In my humble opinion, it has a lot to do with the youths nowadays expecting everything to be paved for them. They have this weird sense of entitlement. That the world owes them a living and whatever else they want. I do not know where or how this notion got into the system but it's there.
This also means that a lot of people out there are looking for a perfect partner. A one size fits all. When they find that their spouse is not the perfect one, then they divorce. It's quite sad. Truth is, there is no perfect partner. It's all a myth. There is no perfect partner because all humans are flawed but it seems like the young ones can't get this through their thick skull.
In the old days, when people get married, they have this sense of commitment to the marriage. They are commited to make it work and thus most marriages will last. This is because people put in the effort to make it work. Unlike today where these young couples seldom put in any effort and just expect the marriage to work.
When you see an elderly couple still holding hands when they go out, you will think that they have found the perfect partner. If not, they will not be so loving even after so long, right? That is the furthest from the truth. What I think is that these loving elderly couple did not find a perfect partner. What they did was to create the perfect partner.

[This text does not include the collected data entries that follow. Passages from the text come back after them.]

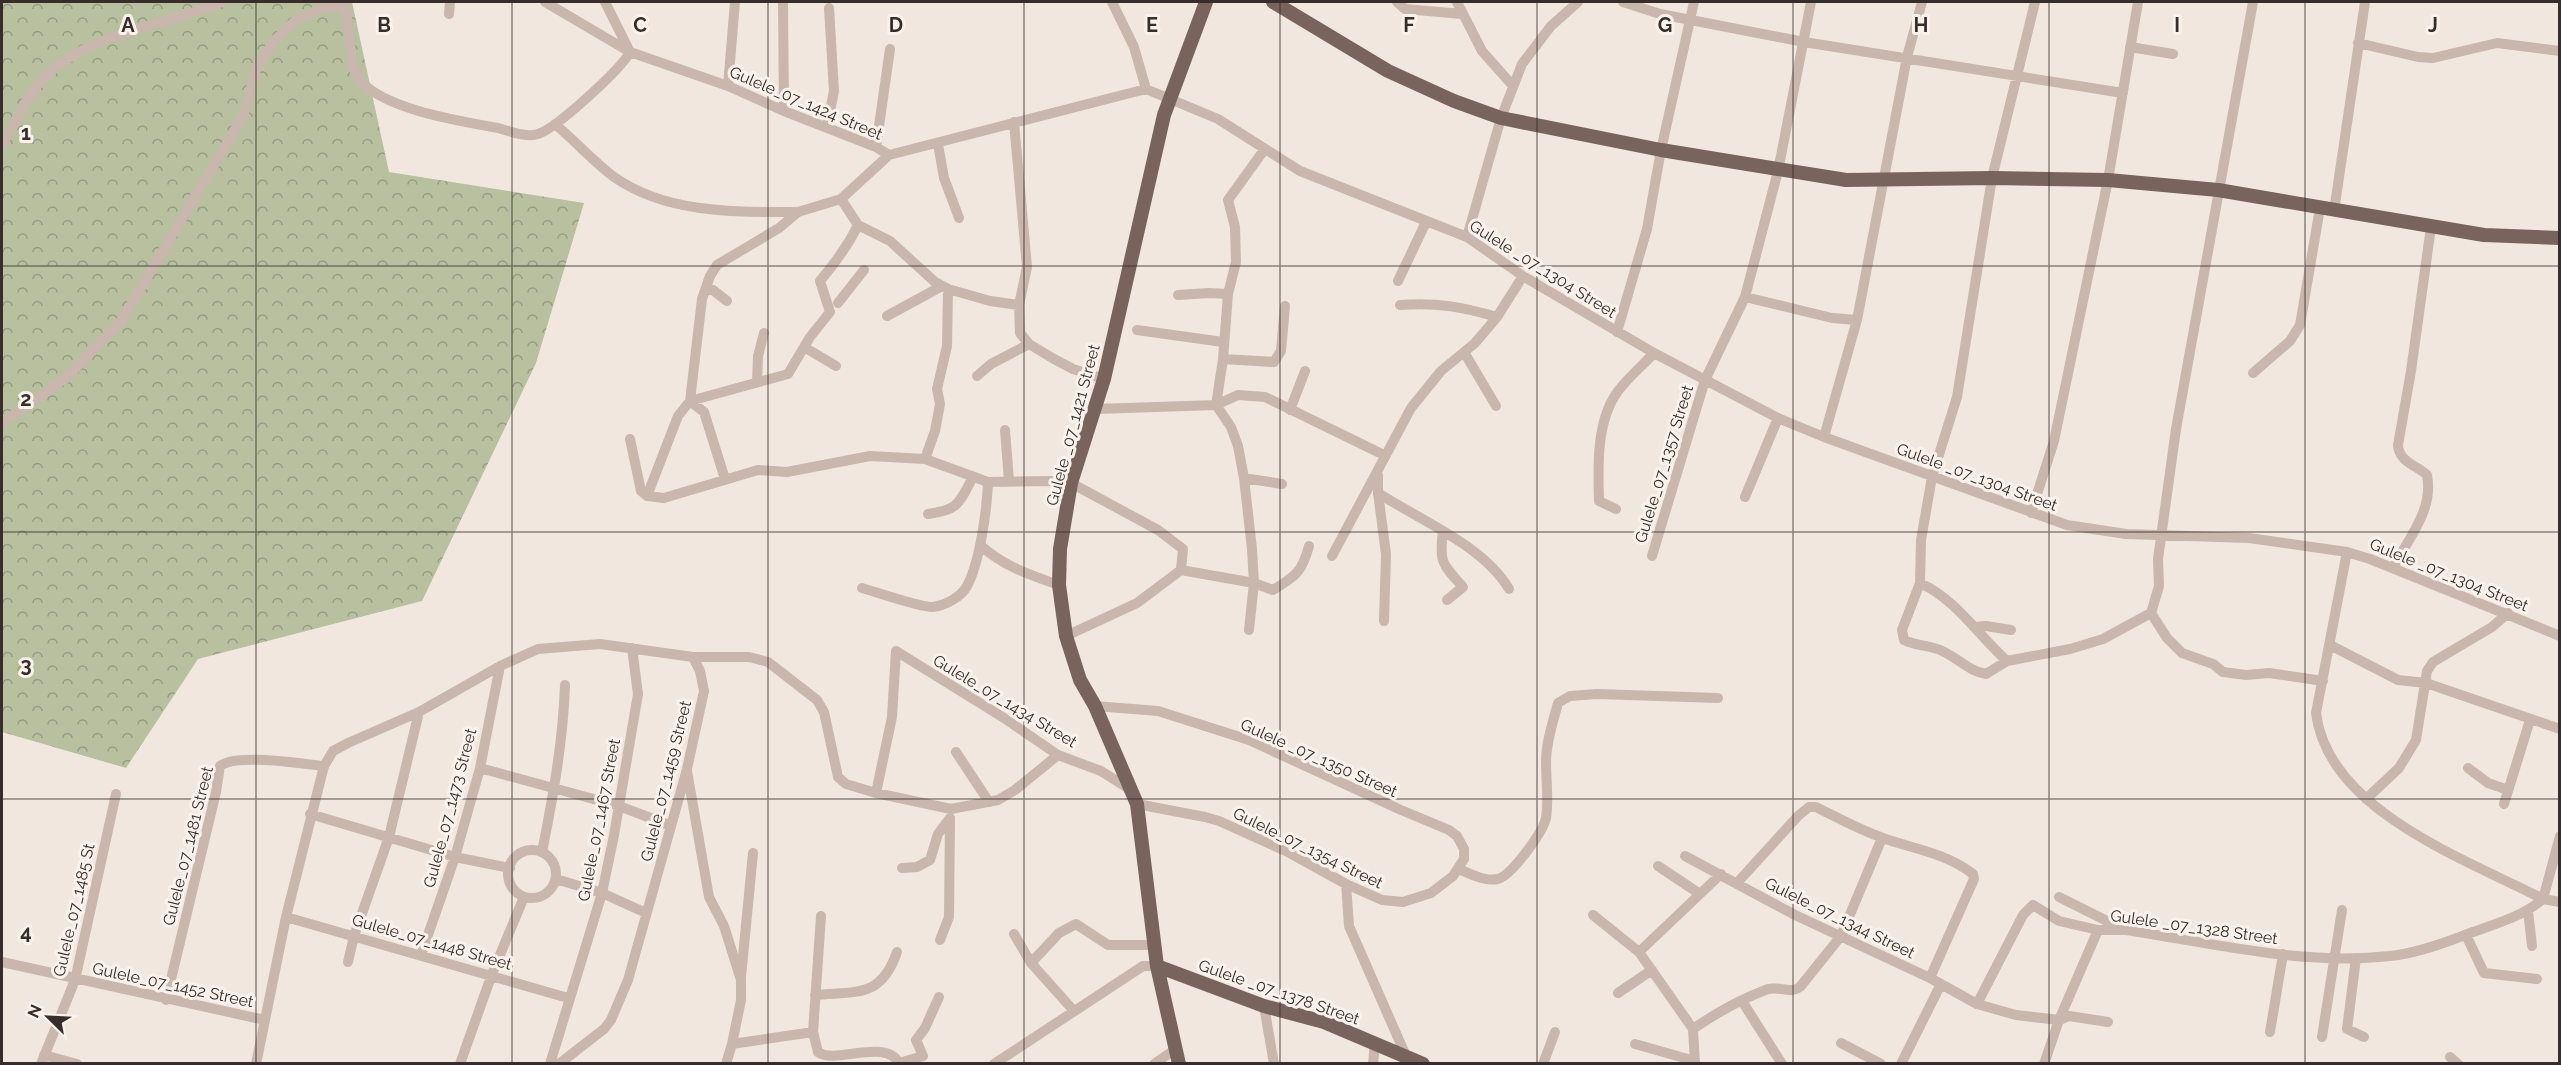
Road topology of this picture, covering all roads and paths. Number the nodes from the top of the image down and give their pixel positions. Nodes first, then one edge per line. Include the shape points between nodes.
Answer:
1 (222, 2) edge
2 (450, 2) edge
3 (545, 2) edge
4 (605, 2) edge
5 (735, 2) edge
6 (783, 2) edge
7 (1112, 2) edge
8 (1206, 2) edge
9 (1273, 2) edge
10 (1397, 2) edge
11 (1456, 2) edge
12 (1578, 2) edge
13 (1623, 2) edge
14 (1694, 2) edge
15 (1811, 2) edge
16 (1922, 2) edge
17 (2035, 2) edge
18 (2138, 2) edge
19 (2253, 2) edge
20 (2365, 2) edge
21 (344, 3) edge
22 (829, 8) dead end
23 (449, 14) dead end
24 (1462, 14) junction
25 (1692, 19) junction
26 (1804, 42) junction
27 (2358, 43) junction
28 (2130, 47) junction
29 (890, 49) dead end
30 (2559, 51) edge
31 (630, 52) junction
32 (2173, 54) dead end
33 (1907, 57) junction
34 (2018, 76) junction
35 (728, 86) junction
36 (1513, 86) junction
37 (1146, 89) junction
38 (2123, 93) junction
39 (1171, 98) junction
40 (784, 111) junction
41 (1501, 118) junction
42 (1014, 122) junction
43 (555, 124) junction
44 (827, 126) junction
45 (2, 144) edge
46 (938, 144) junction
47 (876, 147) junction
48 (1264, 150) junction
49 (1661, 150) junction
50 (889, 155) junction
51 (1778, 171) junction
52 (1992, 178) junction
53 (1884, 180) junction
54 (2108, 180) junction
55 (2218, 190) junction
56 (841, 199) junction
57 (2327, 210) junction
58 (798, 212) junction
59 (959, 218) dead end
60 (1426, 222) junction
61 (858, 225) junction
62 (2431, 227) junction
63 (1467, 237) junction
64 (2559, 238) edge
65 (864, 270) dead end
66 (1523, 276) junction
67 (1398, 280) dead end
68 (945, 287) junction
69 (706, 289) junction
70 (1228, 294) junction
71 (1178, 296) dead end
72 (1744, 297) junction
73 (827, 298) junction
74 (727, 302) dead end
75 (1019, 305) junction
76 (1400, 305) dead end
77 (1285, 306) dead end
78 (886, 316) dead end
79 (1497, 317) junction
80 (1857, 320) junction
81 (1137, 330) dead end
82 (1617, 332) junction
83 (764, 333) dead end
84 (1223, 342) junction
85 (1029, 344) junction
86 (804, 347) junction
87 (1464, 352) junction
88 (1653, 353) junction
89 (1222, 360) junction
90 (836, 366) dead end
91 (1305, 371) dead end
92 (2253, 373) dead end
93 (977, 376) dead end
94 (1104, 379) junction
95 (1706, 380) junction
96 (757, 382) junction
97 (690, 401) junction
98 (1216, 405) junction
99 (1496, 406) dead end
100 (1096, 409) junction
101 (1290, 410) junction
102 (1778, 418) junction
103 (2, 423) edge
104 (1005, 430) dead end
105 (1824, 437) junction
106 (630, 439) dead end
107 (1384, 455) junction
108 (925, 459) junction
109 (1378, 472) junction
110 (973, 477) junction
111 (1932, 477) junction
112 (1244, 478) junction
113 (725, 479) junction
114 (1009, 481) junction
115 (988, 482) junction
116 (1071, 483) junction
117 (1282, 484) dead end
118 (1378, 493) junction
119 (647, 496) junction
120 (1745, 496) dead end
121 (1616, 509) dead end
122 (2031, 513) junction
123 (928, 514) dead end
124 (1443, 531) junction
125 (2163, 535) junction
126 (980, 544) junction
127 (1309, 546) dead end
128 (2347, 552) junction
129 (1332, 556) dead end
130 (1652, 556) dead end
131 (2393, 568) junction
132 (1181, 570) junction
133 (1254, 583) junction
134 (1920, 583) junction
135 (1059, 585) junction
136 (862, 588) dead end
137 (1509, 589) dead end
138 (1447, 600) dead end
139 (2151, 613) junction
140 (2508, 613) junction
141 (1384, 621) dead end
142 (1974, 627) junction
143 (1249, 630) dead end
144 (2011, 630) dead end
145 (1066, 636) junction
146 (2559, 636) edge
147 (2330, 645) junction
148 (632, 648) junction
149 (693, 657) junction
150 (2007, 661) junction
151 (500, 666) junction
152 (2323, 681) junction
153 (2426, 683) junction
154 (565, 685) dead end
155 (1718, 698) dead end
156 (1095, 706) junction
157 (419, 712) junction
158 (2530, 720) junction
159 (2559, 729) edge
160 (956, 752) dead end
161 (1058, 755) junction
162 (324, 766) junction
163 (480, 768) junction
164 (2468, 768) dead end
165 (687, 769) junction
166 (555, 788) junction
167 (1131, 790) junction
168 (2508, 790) junction
169 (876, 793) junction
170 (116, 794) dead end
171 (2366, 799) junction
172 (989, 802) junction
173 (1137, 804) junction
174 (2505, 804) dead end
175 (619, 806) junction
176 (951, 813) junction
177 (310, 814) junction
178 (669, 825) junction
179 (2559, 836) edge
180 (389, 837) junction
181 (1882, 838) junction
182 (542, 852) junction
183 (753, 853) dead end
184 (1685, 856) dead end
185 (455, 857) junction
186 (1658, 866) dead end
187 (510, 868) junction
188 (902, 868) dead end
189 (1458, 869) junction
190 (1721, 874) junction
191 (556, 879) junction
192 (1737, 883) junction
193 (1346, 884) junction
194 (602, 893) junction
195 (1700, 894) junction
196 (524, 897) junction
197 (2059, 897) dead end
198 (2543, 899) junction
199 (2559, 902) edge
200 (2342, 910) dead end
201 (2528, 910) junction
202 (646, 913) junction
203 (1593, 915) dead end
204 (821, 916) dead end
205 (286, 917) junction
206 (2098, 930) junction
207 (2126, 930) junction
208 (1014, 934) dead end
209 (2466, 935) junction
210 (354, 936) junction
211 (1841, 936) junction
212 (940, 940) dead end
213 (1155, 945) junction
214 (2532, 946) dead end
215 (897, 951) dead end
216 (1639, 952) junction
217 (2283, 954) junction
218 (421, 955) junction
219 (2356, 958) junction
220 (2333, 959) junction
221 (2, 962) edge
222 (348, 962) dead end
223 (1030, 963) junction
224 (1157, 966) junction
225 (1652, 970) junction
226 (492, 974) junction
227 (1930, 978) junction
228 (2537, 979) dead end
229 (75, 980) junction
230 (741, 980) junction
231 (1941, 984) junction
232 (1618, 993) dead end
233 (815, 995) junction
234 (939, 997) dead end
235 (568, 998) junction
236 (166, 1000) junction
237 (1742, 1001) junction
238 (1977, 1004) junction
239 (1264, 1006) junction
240 (1074, 1011) junction
241 (265, 1020) junction
242 (2059, 1020) junction
243 (2108, 1022) dead end
244 (1693, 1029) junction
245 (813, 1032) junction
246 (1555, 1032) dead end
247 (2270, 1032) dead end
248 (2322, 1037) dead end
249 (2364, 1037) dead end
250 (1375, 1043) junction
251 (1841, 1043) dead end
252 (732, 1044) junction
253 (1635, 1044) dead end
254 (1177, 1048) junction
255 (1406, 1056) junction
256 (42, 1059) edge
257 (1695, 1062) edge
258 (899, 1063) edge
259 (77, 1064) edge
260 (256, 1064) edge
261 (460, 1064) edge
262 (550, 1064) edge
263 (559, 1064) edge
264 (726, 1064) edge
265 (994, 1064) edge
266 (1154, 1064) edge
267 (1179, 1064) edge
268 (1274, 1064) edge
269 (1373, 1064) edge
270 (1423, 1064) edge
271 (1543, 1064) edge
272 (1782, 1064) edge
273 (1881, 1064) edge
274 (1901, 1064) edge
275 (2044, 1064) edge

1 - 45 street via 111,39 55,68 39,83
2 - 23 street
3 - 31 street, Gulele_07_1424 Street
4 - 31 street
5 - 35 street
6 - 40 street
7 - 37 street via 1134,47
8 - 39 main road, Gulele _07_1421 Street
9 - 41 main road via 1388,71
10 - 24 street via 1405,9
11 - 24 street
12 - 36 street via 1536,43
13 - 25 street
14 - 25 street
15 - 26 street, Gulele_07_1357 Street
16 - 33 street
17 - 34 street
18 - 28 street
19 - 55 street
20 - 27 street
21 - 43 street via 356,75 367,89 436,116 532,135
21 - 103 street via 297,18 274,41 257,66 243,116 121,321 66,378
22 - 44 street via 834,91
24 - 36 street via 1482,51
25 - 26 street
25 - 49 street
26 - 33 street
26 - 51 street, Gulele_07_1357 Street
27 - 30 street via 2433,58 2497,43
27 - 57 street via 2354,85
28 - 32 street
28 - 38 street
29 - 47 street
31 - 35 street, Gulele_07_1424 Street
31 - 43 street via 621,66
33 - 34 street
33 - 53 street
34 - 38 street
34 - 52 street
35 - 40 street, Gulele_07_1424 Street
36 - 41 street
37 - 39 street
37 - 42 street, Gulele_07_1424 Street
38 - 54 street
39 - 48 street, Gulele _07_1304 Street via 1218,118
39 - 94 main road, Gulele _07_1421 Street
40 - 44 street, Gulele_07_1424 Street
41 - 49 main road
41 - 63 street
42 - 46 street, Gulele_07_1424 Street
42 - 75 street via 1027,267
43 - 58 street via 614,176 645,194 737,212
44 - 47 street, Gulele_07_1424 Street
46 - 50 street, Gulele_07_1424 Street
46 - 59 street via 944,178
47 - 50 street, Gulele_07_1424 Street
48 - 60 street, Gulele _07_1304 Street via 1300,171
48 - 70 street via 1228,200 1236,262
49 - 51 main road
49 - 82 street via 1647,230
50 - 56 street
51 - 53 main road via 1846,180
51 - 72 street, Gulele_07_1357 Street
52 - 53 main road
52 - 54 main road
52 - 111 street via 1956,397
53 - 80 street
54 - 55 main road
54 - 122 street via 2054,441
55 - 57 main road
55 - 125 street via 2176,429
56 - 58 street
56 - 61 street
57 - 62 main road
57 - 92 street via 2300,325 2290,341
58 - 69 street via 717,265
60 - 63 street, Gulele _07_1304 Street
60 - 67 street
61 - 68 street via 890,241
61 - 73 street via 820,281
62 - 64 main road via 2484,235
62 - 131 street via 2398,445 2403,459 2420,468 2429,482 2422,519
63 - 66 street, Gulele _07_1304 Street
65 - 73 street via 841,305
66 - 79 street
66 - 82 street, Gulele _07_1304 Street
68 - 75 street
68 - 78 street
68 - 108 street via 947,346 937,390 940,404
69 - 74 street
69 - 97 street
70 - 71 street
70 - 84 street
72 - 80 street via 1832,318
72 - 95 street, Gulele_07_1357 Street
73 - 86 street via 830,312
75 - 85 street via 1020,333
76 - 79 street via 1430,303
77 - 89 street via 1281,351 1274,362
79 - 87 street
80 - 105 street
81 - 84 street
82 - 88 street, Gulele _07_1304 Street
83 - 96 street
84 - 89 street
85 - 93 street
85 - 94 street via 1073,369
86 - 90 street
86 - 96 street via 788,374
87 - 99 street
87 - 107 street via 1431,381
88 - 95 street, Gulele _07_1304 Street
88 - 121 street via 1617,392 1604,423 1598,462 1599,501
89 - 98 street
91 - 101 street
94 - 100 main road, Gulele _07_1421 Street
95 - 102 street, Gulele _07_1304 Street
95 - 130 street, Gulele_07_1357 Street
96 - 97 street
97 - 113 street via 704,412
97 - 119 street via 678,416
98 - 100 street
98 - 101 street via 1238,395 1265,397
98 - 112 street via 1238,446
100 - 116 main road, Gulele _07_1421 Street
101 - 107 street
102 - 105 street, Gulele _07_1304 Street
102 - 120 street
104 - 114 street
105 - 111 street, Gulele _07_1304 Street
106 - 119 street via 640,491
107 - 109 street
108 - 110 street
108 - 113 street via 870,456 805,470 758,470
109 - 118 street
109 - 129 street
110 - 115 street
110 - 123 street via 958,505
111 - 122 street, Gulele _07_1304 Street
111 - 134 street via 1921,540
112 - 117 street
112 - 133 street
113 - 119 street via 664,498
114 - 115 street
114 - 116 street
115 - 126 street
116 - 132 street via 1158,530 1183,549
116 - 135 main road, Gulele _07_1421 Street via 1060,549
118 - 124 street
118 - 141 street via 1386,554
122 - 125 street, Gulele _07_1304 Street via 2095,531
124 - 137 street via 1484,558
124 - 138 street via 1440,554 1446,568 1463,587
125 - 128 street, Gulele _07_1304 Street via 2249,538
125 - 139 street via 2158,559 2159,586
126 - 135 street via 1024,574
126 - 136 street via 968,585 957,598 932,607
127 - 133 street via 1297,576 1273,590
128 - 131 street, Gulele _07_1304 Street
128 - 147 street
131 - 140 street, Gulele _07_1304 Street
132 - 133 street
132 - 145 street via 1137,603
133 - 143 street
134 - 142 street via 1942,595
134 - 150 street via 1902,630 1904,640 1940,650 1979,673 1986,674
135 - 145 main road, Gulele _07_1421 Street
139 - 150 street via 2103,639
139 - 152 street via 2182,654 2213,664 2223,672 2269,673
140 - 146 street, Gulele _07_1304 Street
140 - 153 street via 2433,662
142 - 144 street
142 - 150 street
145 - 156 main road, Gulele _07_1421 Street via 1080,680
147 - 152 street
147 - 153 street via 2398,680
148 - 149 street
148 - 151 street via 600,645 538,649
148 - 175 street, Gulele_07_1467 Street via 638,694
149 - 165 street, Gulele_07_1459 Street via 704,691
149 - 169 street via 749,657 784,672 818,700 838,777 846,784
151 - 157 street
151 - 163 street, Gulele_07_1473 Street
152 - 171 street via 2316,713 2318,731 2340,773
153 - 158 street
153 - 171 street via 2416,740 2398,768
154 - 166 street
155 - 189 street via 1597,694 1570,696 1558,703 1546,760 1545,821 1507,874 1485,879
156 - 167 main road, Gulele _07_1421 Street
156 - 189 street, Gulele _07_1350 Street via 1158,711 1249,740 1304,764 1449,830 1464,849
157 - 162 street via 333,751
157 - 180 street
158 - 159 street
158 - 168 street
160 - 172 street
161 - 167 street, Gulele_07_1434 Street via 1101,771
161 - 169 street, Gulele_07_1434 Street via 896,651 892,717
161 - 172 street via 1015,790
162 - 177 street
162 - 236 street, Gulele_07_1481 Street via 240,760 220,766
163 - 166 street
163 - 185 street, Gulele_07_1473 Street
164 - 168 street via 2488,783
165 - 178 street, Gulele_07_1459 Street
165 - 230 street via 709,897 724,926
166 - 175 street
166 - 182 street
167 - 173 main road, Gulele _07_1421 Street
168 - 174 street
169 - 176 street
170 - 229 street, Gulele_07_1485 St
171 - 198 street via 2416,835
172 - 176 street
173 - 193 street, Gulele_07_1354 Street via 1219,821
173 - 213 main road, Gulele _07_1421 Street
175 - 178 street
175 - 194 street, Gulele_07_1467 Street
176 - 188 street via 938,834 930,860 918,867
176 - 212 street via 949,916
177 - 180 street
177 - 205 street
178 - 202 street, Gulele_07_1459 Street
179 - 198 street
180 - 185 street
180 - 210 street
181 - 192 street, Gulele_07_1344 Street via 1816,807 1804,809
181 - 211 street
181 - 227 street via 1937,854 1973,874
182 - 187 street via 520,854
182 - 191 street via 554,863
183 - 230 street
184 - 190 street, Gulele_07_1344 Street
185 - 187 street
185 - 218 street, Gulele_07_1473 Street
186 - 195 street
187 - 196 street via 512,888
189 - 193 street, Gulele_07_1354 Street via 1431,892 1403,902 1382,900
190 - 192 street, Gulele_07_1344 Street
190 - 195 street
191 - 194 street
191 - 196 street via 540,897
192 - 211 street, Gulele_07_1344 Street
193 - 255 street via 1349,926
194 - 202 street
194 - 235 street, Gulele_07_1467 Street
195 - 216 street
196 - 226 street
197 - 207 street
198 - 199 street
198 - 201 street, Gulele _07_1328 Street
200 - 220 street
201 - 209 street, Gulele _07_1328 Street
201 - 214 street
202 - 263 street, Gulele_07_1459 Street via 628,980 611,1020
203 - 216 street
204 - 233 street
205 - 210 street, Gulele_07_1448 Street
205 - 241 street
206 - 207 street, Gulele _07_1328 Street
206 - 238 street, Gulele _07_1328 Street via 2059,921 2033,905
206 - 242 street
207 - 217 street, Gulele _07_1328 Street
208 - 223 street
209 - 219 street, Gulele _07_1328 Street via 2392,956
209 - 228 street via 2484,973
210 - 218 street, Gulele_07_1448 Street
210 - 222 street
211 - 227 street, Gulele_07_1344 Street
211 - 237 street via 1796,990 1770,989
213 - 223 street via 1108,945 1076,924 1059,933
213 - 224 main road, Gulele _07_1421 Street
215 - 233 street via 890,971 874,987
216 - 225 street
217 - 220 street, Gulele _07_1328 Street
217 - 247 street
218 - 226 street, Gulele_07_1448 Street
219 - 220 street, Gulele _07_1328 Street
219 - 249 street via 2347,1029
220 - 248 street
221 - 229 street, Gulele_07_1452 Street
223 - 240 street
224 - 239 main road, Gulele _07_1378 Street
224 - 240 street via 1143,966
224 - 254 main road, Gulele _07_1421 Street
225 - 232 street
225 - 244 street
226 - 235 street, Gulele_07_1448 Street
226 - 261 street
227 - 231 street, Gulele_07_1344 Street
229 - 236 street, Gulele_07_1452 Street
229 - 256 street, Gulele_07_1485 St
230 - 252 street
231 - 238 street
231 - 274 street
233 - 245 street
234 - 258 street via 916,1040 923,1056
235 - 262 street, Gulele_07_1467 Street
236 - 241 street, Gulele_07_1452 Street
237 - 244 street
237 - 272 street
238 - 242 street via 2016,1015
239 - 250 main road, Gulele _07_1378 Street via 1324,1022
239 - 268 street
240 - 265 street
241 - 260 street
242 - 243 street via 2069,1016
242 - 275 street
244 - 257 street
245 - 252 street
245 - 258 street via 820,1055 880,1052
246 - 271 street
250 - 255 main road, Gulele _07_1378 Street
250 - 269 street
251 - 273 street
252 - 264 street
253 - 257 street
254 - 266 street
254 - 267 main road, Gulele _07_1421 Street
255 - 270 main road, Gulele _07_1378 Street
256 - 259 street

You see, I think that back in the old days when people get married, they will be thinking, "Well, that's that. I'm now married. So let's make the best out of it!" When they think this, they will focus on making the marriage work. They will put in the effort to keep the relationship going. In the process they will discover the other person's strengths and weaknesses and learn to focus on their strengths and forgive their weaknesses and ultimately create a 'perfect' partner for each other.
Alas, young couples nowadays think differently. They have in their mind an idea of a perfect match. They go looking and then find someone that they think will match this ideal. They get married but eventually the inital euphoria will die out and real life settles in. It is then they will discover that their partner is not actually perfect. That they have weaknesses. They become disillusioned and when they hit a major bump on the road, they decide that their spouse is not their perfect match and so they divorce in the hope that they can continue to search for their perfect match.
This is the sad part. The perfect match will remain an idea. It cannot be realized because in real life, nothing is perfect. So if they still think that they can find a perfect match, then the search will never end and they can never become an elderly loving couple.